* **EXERCISE INSTRUCTIONS**
Your answer should be the line that contains "0 setlinejoin" and each line after it, restated word for word through the final line of the entries.

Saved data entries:
<<<<

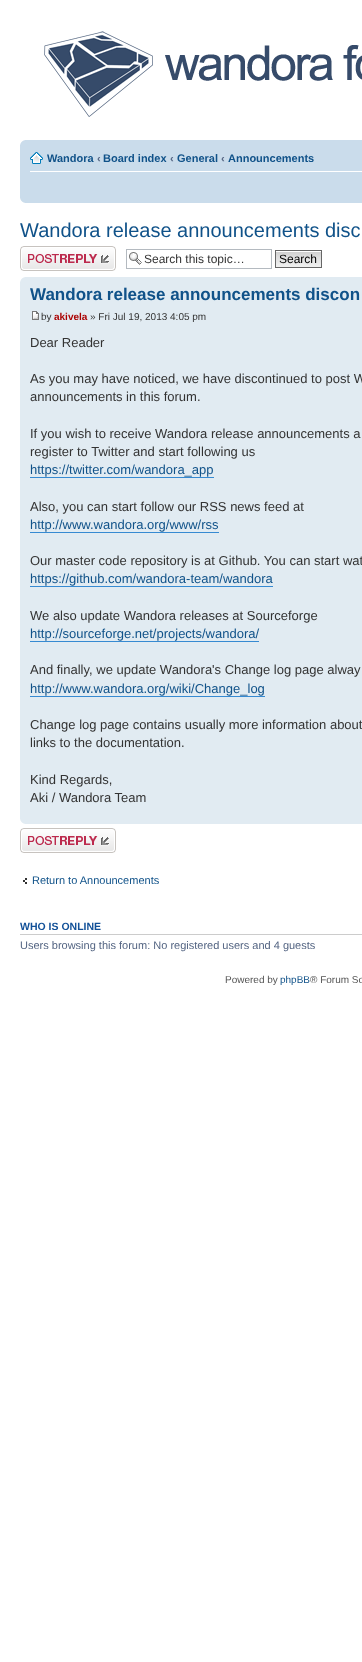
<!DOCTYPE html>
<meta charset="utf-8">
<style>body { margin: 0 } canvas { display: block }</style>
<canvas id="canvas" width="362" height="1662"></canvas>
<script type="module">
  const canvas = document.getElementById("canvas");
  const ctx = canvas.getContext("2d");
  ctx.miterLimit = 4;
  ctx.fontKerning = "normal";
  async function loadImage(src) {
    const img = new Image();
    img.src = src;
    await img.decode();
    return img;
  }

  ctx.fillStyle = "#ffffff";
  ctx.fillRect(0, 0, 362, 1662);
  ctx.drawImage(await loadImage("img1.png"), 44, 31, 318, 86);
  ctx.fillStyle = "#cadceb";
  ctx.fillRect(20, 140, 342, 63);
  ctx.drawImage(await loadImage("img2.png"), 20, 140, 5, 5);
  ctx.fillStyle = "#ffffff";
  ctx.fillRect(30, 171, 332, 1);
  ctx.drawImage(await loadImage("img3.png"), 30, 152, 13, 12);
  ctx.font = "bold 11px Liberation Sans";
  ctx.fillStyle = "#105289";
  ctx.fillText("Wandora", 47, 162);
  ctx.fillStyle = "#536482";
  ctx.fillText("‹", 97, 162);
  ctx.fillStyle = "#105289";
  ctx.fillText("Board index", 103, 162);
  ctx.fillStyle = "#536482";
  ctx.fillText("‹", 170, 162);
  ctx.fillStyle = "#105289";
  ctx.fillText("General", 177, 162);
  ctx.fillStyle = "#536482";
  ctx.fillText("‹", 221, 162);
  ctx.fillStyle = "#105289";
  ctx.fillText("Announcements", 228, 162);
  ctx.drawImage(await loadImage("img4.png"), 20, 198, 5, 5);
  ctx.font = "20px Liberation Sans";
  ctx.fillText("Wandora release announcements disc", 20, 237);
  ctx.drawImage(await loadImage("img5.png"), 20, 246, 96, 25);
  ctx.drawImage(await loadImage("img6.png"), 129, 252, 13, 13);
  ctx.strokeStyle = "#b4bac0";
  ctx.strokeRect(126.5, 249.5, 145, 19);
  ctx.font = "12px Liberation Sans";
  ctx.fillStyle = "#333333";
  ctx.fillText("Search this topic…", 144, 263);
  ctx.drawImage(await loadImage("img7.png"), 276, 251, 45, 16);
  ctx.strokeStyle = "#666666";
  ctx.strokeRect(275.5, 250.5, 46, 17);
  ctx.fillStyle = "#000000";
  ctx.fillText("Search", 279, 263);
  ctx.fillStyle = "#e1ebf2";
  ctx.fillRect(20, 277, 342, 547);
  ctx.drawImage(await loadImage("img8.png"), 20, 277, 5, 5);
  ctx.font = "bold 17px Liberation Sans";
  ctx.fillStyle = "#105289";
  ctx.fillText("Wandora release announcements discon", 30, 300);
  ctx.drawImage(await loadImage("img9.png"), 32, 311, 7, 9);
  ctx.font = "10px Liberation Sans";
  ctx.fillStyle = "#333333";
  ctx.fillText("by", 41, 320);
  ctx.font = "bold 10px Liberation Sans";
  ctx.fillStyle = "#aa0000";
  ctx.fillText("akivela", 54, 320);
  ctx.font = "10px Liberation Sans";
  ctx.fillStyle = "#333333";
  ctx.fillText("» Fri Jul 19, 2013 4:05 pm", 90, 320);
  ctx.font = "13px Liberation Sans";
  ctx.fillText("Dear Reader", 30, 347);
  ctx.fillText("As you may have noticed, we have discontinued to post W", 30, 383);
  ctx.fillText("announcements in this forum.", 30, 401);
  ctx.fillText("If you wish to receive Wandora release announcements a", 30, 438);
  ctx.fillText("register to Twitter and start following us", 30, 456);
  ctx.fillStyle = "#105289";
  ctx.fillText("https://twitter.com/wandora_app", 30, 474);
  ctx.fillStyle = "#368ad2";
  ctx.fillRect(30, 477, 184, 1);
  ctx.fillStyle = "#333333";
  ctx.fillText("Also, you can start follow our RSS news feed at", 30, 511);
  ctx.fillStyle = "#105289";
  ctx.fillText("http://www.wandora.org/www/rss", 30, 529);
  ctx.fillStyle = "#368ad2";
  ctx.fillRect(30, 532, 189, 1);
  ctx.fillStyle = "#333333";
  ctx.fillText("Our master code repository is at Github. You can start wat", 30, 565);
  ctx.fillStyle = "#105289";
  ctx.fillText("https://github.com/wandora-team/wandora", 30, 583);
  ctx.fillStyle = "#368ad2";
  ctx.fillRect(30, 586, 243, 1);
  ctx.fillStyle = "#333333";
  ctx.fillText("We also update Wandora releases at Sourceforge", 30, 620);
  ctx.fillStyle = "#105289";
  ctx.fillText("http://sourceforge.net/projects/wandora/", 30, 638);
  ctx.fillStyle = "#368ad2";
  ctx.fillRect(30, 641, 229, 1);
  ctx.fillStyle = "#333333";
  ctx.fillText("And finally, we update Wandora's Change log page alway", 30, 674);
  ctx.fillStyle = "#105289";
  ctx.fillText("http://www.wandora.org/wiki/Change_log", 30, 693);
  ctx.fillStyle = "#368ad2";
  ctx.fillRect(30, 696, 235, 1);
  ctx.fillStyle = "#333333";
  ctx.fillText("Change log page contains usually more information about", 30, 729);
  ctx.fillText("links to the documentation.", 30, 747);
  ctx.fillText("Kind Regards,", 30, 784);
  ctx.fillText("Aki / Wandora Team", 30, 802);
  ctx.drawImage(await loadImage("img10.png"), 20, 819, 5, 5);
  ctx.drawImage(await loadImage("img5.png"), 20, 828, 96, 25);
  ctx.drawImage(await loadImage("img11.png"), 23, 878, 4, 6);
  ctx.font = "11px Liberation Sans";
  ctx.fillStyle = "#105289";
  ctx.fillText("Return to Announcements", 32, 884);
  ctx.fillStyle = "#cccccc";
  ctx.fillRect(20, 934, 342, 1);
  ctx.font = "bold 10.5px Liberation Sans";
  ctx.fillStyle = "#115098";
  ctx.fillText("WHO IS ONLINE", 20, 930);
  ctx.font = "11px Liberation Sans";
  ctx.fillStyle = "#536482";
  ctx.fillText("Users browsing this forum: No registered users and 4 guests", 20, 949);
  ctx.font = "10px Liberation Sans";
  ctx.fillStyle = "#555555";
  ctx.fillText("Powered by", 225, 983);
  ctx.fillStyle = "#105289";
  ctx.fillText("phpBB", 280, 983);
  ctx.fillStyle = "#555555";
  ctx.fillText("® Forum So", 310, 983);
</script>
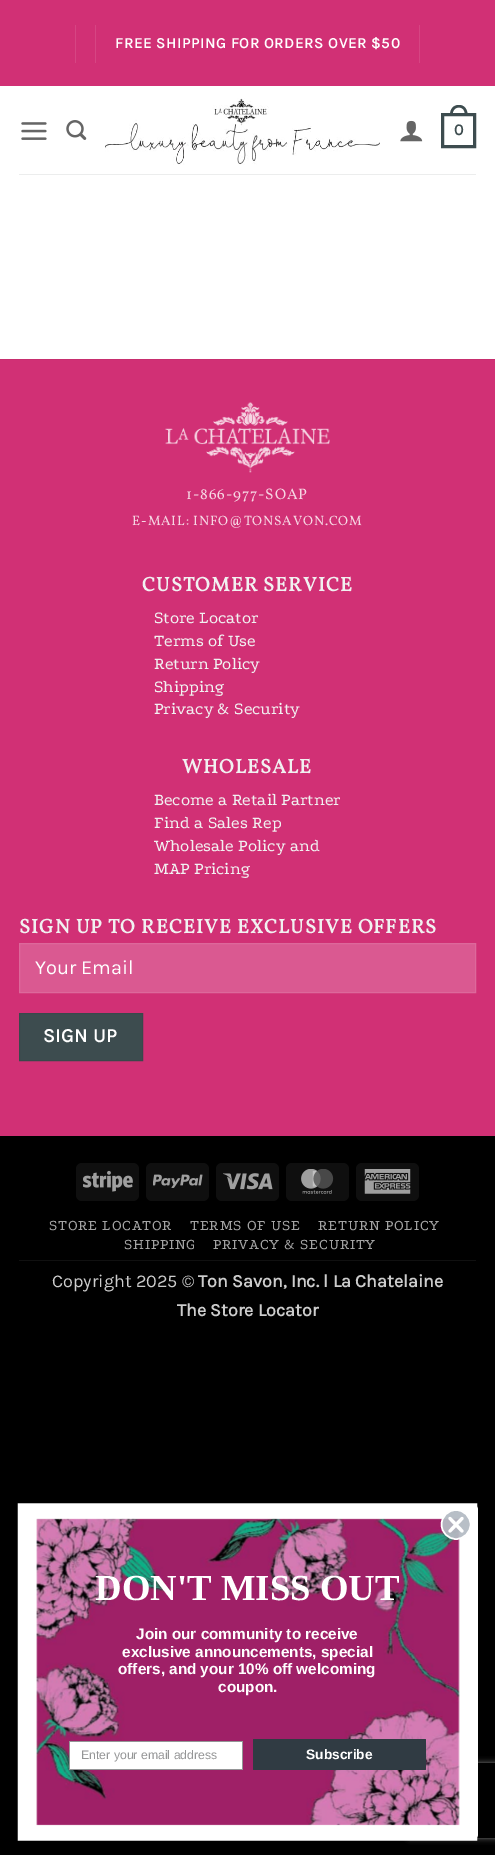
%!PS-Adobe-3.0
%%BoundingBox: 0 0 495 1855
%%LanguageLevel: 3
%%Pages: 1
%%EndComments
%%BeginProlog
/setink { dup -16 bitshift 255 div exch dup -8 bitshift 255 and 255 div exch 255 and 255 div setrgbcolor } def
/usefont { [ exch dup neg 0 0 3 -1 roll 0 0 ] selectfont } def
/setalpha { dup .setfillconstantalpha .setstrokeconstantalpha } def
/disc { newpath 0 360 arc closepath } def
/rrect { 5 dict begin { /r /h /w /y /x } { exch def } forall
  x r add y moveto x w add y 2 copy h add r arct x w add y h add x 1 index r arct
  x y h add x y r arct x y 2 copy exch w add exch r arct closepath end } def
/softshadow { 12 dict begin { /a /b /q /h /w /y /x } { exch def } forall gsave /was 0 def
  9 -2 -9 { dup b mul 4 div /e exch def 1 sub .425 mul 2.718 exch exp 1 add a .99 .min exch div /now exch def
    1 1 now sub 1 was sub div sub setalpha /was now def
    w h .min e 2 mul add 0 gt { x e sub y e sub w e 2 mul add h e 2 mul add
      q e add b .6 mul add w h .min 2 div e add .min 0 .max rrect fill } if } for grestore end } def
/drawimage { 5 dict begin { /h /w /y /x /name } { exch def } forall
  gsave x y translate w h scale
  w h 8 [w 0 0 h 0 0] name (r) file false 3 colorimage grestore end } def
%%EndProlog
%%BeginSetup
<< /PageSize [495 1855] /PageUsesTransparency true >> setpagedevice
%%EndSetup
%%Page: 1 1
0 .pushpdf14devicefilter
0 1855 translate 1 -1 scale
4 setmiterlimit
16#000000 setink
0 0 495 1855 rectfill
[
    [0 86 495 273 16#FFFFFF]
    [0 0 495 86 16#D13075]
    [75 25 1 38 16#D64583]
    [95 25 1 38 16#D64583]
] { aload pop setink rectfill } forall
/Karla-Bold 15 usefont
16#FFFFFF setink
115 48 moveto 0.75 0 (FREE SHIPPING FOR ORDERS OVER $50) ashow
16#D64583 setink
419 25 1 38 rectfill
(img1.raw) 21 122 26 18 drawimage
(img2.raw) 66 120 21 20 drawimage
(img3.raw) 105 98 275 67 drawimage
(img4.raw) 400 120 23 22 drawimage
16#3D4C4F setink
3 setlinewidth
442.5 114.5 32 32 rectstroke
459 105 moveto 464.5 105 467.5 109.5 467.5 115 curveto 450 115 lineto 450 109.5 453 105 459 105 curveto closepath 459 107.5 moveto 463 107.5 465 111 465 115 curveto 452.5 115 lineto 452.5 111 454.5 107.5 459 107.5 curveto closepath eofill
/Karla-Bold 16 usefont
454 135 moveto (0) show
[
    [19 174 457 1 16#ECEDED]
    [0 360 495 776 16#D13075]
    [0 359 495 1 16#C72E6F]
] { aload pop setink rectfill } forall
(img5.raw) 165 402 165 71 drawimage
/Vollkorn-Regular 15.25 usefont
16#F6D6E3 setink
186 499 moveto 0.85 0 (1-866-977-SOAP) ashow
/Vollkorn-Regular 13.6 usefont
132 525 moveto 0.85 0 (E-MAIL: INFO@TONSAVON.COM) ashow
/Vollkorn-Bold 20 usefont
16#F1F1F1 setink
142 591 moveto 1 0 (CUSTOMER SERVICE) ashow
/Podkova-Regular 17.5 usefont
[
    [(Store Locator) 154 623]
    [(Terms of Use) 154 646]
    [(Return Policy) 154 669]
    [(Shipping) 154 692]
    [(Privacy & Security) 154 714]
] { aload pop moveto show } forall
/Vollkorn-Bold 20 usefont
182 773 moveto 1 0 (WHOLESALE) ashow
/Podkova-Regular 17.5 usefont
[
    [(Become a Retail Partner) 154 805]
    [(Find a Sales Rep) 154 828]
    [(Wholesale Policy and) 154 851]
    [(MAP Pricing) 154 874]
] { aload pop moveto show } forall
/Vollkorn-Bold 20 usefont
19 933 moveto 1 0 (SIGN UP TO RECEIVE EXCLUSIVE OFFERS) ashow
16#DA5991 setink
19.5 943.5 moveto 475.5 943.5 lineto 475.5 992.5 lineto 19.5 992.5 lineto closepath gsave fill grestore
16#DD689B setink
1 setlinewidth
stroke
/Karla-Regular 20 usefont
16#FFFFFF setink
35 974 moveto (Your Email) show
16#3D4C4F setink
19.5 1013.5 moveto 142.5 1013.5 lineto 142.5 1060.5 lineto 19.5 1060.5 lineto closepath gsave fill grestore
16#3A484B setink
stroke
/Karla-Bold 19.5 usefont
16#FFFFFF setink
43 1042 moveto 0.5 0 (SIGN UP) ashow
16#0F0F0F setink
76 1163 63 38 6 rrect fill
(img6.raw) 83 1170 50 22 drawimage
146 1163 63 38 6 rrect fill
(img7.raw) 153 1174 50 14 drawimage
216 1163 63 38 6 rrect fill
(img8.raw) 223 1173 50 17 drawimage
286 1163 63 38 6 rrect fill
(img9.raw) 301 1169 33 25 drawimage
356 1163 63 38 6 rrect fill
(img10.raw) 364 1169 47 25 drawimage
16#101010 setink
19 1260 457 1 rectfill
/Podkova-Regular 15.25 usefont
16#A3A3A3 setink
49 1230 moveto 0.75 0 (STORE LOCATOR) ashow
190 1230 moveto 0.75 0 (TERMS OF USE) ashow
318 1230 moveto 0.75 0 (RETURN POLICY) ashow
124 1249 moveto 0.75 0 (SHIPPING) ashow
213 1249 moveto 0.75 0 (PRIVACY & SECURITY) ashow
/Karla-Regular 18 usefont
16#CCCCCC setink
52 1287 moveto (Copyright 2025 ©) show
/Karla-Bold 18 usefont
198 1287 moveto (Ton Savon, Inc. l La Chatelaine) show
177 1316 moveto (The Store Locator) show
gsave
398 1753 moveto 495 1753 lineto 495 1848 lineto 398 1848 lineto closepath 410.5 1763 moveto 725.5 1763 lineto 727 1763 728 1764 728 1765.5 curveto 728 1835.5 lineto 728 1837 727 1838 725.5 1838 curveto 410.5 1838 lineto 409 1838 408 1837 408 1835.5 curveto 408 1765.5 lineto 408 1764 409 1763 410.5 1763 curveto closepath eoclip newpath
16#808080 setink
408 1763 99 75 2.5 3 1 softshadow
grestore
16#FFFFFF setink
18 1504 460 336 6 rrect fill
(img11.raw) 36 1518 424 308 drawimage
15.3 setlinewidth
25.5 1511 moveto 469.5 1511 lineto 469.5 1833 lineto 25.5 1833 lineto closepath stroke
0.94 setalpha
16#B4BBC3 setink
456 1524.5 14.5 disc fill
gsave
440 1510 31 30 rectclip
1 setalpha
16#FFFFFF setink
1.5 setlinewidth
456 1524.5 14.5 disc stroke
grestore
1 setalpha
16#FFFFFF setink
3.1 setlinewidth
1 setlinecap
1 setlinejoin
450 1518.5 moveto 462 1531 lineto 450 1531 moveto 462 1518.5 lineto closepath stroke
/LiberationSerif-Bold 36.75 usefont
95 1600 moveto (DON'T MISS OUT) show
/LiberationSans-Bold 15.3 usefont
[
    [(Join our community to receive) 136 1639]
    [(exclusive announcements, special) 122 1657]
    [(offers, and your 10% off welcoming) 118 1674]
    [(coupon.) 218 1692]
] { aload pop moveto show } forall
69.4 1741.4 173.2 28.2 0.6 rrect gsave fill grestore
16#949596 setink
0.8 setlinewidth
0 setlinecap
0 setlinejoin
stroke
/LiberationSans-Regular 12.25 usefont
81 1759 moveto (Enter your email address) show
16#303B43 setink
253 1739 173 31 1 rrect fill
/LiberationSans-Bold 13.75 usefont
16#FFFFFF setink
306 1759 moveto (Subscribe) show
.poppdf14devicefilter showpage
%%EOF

>>>>

* **RESPONSE TO THE TASK**
0 setlinejoin
stroke
/LiberationSans-Regular 12.25 usefont
81 1759 moveto (Enter your email address) show
16#303B43 setink
253 1739 173 31 1 rrect fill
/LiberationSans-Bold 13.75 usefont
16#FFFFFF setink
306 1759 moveto (Subscribe) show
.poppdf14devicefilter showpage
%%EOF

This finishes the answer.